Saved data entries:
Content starts
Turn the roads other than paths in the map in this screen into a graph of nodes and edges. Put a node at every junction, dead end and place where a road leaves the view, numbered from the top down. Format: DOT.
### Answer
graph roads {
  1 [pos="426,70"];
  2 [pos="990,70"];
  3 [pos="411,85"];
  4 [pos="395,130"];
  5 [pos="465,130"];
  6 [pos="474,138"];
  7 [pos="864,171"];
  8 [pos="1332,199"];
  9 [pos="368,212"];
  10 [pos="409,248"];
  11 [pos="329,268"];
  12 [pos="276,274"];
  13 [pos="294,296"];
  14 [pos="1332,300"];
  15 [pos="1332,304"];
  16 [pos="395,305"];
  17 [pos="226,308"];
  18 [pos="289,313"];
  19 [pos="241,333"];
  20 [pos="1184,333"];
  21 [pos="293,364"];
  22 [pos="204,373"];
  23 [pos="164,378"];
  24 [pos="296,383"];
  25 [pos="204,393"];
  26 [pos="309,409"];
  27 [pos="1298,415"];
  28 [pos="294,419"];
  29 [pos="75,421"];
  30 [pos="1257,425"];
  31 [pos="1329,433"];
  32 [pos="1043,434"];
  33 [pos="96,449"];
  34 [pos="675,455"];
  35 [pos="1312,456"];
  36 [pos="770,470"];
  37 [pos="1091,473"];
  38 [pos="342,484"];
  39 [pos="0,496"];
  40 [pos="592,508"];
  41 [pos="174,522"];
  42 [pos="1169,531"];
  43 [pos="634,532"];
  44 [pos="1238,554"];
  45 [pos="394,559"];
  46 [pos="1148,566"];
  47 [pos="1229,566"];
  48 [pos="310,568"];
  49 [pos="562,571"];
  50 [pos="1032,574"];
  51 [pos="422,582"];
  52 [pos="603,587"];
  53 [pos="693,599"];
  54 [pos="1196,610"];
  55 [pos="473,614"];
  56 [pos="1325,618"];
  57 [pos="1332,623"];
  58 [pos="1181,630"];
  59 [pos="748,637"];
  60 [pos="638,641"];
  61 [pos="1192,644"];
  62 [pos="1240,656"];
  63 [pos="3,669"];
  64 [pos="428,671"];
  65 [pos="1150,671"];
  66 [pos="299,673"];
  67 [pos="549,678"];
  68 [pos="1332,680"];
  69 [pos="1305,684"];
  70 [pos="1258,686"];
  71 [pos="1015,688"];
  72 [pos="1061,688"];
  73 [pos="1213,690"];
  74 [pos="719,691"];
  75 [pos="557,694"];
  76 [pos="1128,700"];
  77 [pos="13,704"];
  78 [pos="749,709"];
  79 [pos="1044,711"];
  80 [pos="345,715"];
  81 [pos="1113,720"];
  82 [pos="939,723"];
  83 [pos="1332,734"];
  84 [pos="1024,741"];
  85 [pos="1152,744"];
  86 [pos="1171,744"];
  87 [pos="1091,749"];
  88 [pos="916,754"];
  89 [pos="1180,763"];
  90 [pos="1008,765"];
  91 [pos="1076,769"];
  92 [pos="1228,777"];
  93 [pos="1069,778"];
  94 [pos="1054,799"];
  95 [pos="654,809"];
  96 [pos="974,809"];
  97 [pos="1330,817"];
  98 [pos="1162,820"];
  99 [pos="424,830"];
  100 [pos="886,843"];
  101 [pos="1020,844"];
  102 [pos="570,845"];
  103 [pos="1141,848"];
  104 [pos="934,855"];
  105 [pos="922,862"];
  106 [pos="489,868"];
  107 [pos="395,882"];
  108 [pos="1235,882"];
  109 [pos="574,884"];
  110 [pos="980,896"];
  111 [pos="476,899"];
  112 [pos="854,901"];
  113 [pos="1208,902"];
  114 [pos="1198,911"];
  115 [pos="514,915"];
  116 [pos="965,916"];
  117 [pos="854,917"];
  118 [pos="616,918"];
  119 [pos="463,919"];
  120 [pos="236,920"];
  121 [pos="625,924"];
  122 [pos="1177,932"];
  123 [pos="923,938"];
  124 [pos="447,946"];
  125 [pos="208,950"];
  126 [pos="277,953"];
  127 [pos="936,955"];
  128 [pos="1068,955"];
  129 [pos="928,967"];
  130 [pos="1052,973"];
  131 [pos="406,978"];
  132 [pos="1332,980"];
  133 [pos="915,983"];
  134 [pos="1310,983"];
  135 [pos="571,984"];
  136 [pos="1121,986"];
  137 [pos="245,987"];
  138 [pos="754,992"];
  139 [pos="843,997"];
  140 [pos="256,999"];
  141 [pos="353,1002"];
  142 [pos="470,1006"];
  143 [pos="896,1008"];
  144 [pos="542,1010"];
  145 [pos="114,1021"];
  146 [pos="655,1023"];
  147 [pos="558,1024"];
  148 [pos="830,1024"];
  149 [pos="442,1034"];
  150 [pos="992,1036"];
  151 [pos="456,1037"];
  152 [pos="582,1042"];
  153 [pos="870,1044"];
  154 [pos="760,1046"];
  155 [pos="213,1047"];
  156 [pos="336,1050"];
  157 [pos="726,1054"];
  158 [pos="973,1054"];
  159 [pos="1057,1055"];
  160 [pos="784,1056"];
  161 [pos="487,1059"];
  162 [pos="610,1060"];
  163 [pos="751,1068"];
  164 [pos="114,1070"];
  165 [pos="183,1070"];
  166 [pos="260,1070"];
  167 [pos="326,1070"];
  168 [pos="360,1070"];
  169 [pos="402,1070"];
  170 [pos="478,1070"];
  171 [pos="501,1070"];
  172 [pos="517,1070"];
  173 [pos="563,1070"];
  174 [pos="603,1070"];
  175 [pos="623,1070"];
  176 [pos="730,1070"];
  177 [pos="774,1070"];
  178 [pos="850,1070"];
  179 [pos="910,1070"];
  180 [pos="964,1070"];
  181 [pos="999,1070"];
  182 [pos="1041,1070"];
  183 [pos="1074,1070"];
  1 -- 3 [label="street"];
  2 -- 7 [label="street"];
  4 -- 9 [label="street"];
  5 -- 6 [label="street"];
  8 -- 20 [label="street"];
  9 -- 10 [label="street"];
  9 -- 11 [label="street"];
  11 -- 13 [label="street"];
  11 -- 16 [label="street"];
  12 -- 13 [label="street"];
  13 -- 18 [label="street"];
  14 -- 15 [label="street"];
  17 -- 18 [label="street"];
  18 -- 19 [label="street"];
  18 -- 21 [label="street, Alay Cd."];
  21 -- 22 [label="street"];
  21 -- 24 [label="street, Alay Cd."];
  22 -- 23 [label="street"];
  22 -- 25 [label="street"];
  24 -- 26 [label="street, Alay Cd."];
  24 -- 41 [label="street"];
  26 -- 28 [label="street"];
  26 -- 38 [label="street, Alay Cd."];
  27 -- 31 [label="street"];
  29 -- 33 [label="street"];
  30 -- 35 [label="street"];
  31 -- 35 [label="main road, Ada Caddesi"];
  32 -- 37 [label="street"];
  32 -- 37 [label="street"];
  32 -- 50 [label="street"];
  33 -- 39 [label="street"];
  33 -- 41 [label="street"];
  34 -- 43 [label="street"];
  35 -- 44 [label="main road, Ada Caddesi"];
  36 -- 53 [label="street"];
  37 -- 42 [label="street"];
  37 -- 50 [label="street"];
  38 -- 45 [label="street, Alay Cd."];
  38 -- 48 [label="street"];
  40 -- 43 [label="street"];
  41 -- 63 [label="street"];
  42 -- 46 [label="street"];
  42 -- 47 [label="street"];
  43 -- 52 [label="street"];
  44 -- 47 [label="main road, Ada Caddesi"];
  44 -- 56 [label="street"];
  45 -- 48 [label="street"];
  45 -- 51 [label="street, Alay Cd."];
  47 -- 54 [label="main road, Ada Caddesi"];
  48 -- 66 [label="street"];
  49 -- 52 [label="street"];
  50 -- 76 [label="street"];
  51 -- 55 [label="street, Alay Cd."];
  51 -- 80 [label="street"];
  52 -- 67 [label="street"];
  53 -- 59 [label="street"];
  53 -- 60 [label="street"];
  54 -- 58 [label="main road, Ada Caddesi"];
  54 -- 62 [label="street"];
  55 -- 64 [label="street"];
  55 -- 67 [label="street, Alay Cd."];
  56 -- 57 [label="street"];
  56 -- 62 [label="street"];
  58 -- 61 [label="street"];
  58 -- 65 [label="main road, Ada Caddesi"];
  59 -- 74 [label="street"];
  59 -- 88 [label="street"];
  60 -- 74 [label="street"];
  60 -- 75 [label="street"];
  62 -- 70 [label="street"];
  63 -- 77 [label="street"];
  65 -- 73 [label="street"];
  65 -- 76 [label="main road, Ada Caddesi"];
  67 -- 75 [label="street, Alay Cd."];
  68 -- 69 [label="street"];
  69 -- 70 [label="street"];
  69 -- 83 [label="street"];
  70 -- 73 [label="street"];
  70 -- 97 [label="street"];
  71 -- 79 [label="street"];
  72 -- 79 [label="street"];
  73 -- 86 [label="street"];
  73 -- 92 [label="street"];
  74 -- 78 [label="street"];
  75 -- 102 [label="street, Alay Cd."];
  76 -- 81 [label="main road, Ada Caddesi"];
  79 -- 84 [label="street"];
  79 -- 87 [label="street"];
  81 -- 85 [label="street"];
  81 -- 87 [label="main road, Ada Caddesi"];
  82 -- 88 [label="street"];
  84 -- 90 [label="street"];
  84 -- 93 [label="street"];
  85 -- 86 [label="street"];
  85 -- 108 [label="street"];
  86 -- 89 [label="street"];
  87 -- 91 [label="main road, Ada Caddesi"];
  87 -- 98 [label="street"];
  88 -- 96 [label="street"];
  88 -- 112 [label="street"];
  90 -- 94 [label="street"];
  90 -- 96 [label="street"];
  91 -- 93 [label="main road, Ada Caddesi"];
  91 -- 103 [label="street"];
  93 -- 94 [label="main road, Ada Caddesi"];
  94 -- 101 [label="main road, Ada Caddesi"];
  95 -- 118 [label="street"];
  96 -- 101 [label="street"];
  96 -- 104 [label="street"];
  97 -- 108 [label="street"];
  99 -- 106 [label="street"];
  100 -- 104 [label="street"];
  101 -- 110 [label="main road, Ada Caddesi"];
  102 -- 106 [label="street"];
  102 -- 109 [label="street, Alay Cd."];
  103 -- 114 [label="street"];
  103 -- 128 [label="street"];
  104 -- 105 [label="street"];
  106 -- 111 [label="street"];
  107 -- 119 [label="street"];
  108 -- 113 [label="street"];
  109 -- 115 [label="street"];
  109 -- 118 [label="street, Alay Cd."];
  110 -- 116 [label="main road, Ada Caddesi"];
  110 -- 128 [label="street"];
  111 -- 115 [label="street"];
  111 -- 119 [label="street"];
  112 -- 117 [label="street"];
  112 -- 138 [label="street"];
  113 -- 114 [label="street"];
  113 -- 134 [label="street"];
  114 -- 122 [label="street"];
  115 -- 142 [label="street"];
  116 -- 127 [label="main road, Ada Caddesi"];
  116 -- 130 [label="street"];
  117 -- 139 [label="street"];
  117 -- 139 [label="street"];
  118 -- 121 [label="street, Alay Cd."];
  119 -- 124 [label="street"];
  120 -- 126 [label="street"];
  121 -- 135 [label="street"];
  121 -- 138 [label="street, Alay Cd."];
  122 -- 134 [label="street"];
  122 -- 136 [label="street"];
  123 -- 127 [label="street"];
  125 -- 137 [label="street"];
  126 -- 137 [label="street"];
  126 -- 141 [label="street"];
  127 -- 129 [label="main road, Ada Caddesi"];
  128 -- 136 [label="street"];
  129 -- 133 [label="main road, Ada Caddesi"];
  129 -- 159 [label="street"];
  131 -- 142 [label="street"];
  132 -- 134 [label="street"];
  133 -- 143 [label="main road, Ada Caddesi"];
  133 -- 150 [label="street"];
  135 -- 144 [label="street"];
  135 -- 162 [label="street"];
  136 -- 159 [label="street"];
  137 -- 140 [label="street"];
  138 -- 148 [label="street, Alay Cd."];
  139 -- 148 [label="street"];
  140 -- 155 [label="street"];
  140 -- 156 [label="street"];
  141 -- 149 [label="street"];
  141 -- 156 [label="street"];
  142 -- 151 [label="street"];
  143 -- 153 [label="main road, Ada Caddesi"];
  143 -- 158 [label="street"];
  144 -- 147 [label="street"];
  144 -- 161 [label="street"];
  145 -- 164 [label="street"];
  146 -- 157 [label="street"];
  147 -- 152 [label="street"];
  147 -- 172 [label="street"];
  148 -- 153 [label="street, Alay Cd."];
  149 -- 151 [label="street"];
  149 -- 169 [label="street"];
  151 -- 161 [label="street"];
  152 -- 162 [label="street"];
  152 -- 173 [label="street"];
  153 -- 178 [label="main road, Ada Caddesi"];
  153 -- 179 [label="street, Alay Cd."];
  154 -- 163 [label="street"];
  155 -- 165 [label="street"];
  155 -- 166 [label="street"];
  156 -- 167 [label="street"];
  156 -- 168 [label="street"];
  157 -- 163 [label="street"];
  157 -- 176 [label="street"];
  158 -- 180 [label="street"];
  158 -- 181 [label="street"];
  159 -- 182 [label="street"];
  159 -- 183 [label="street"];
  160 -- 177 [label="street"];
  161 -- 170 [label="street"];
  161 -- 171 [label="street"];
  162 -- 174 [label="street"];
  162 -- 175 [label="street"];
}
Content ends
For each line above that includes "graph", copy the line.

# Your response
Turn the roads other than paths in the map in this screen into a graph of nodes and edges. Put a node at every junction, dead end and place where a road leaves the view, numbered from the top down. Format: DOT.
graph roads {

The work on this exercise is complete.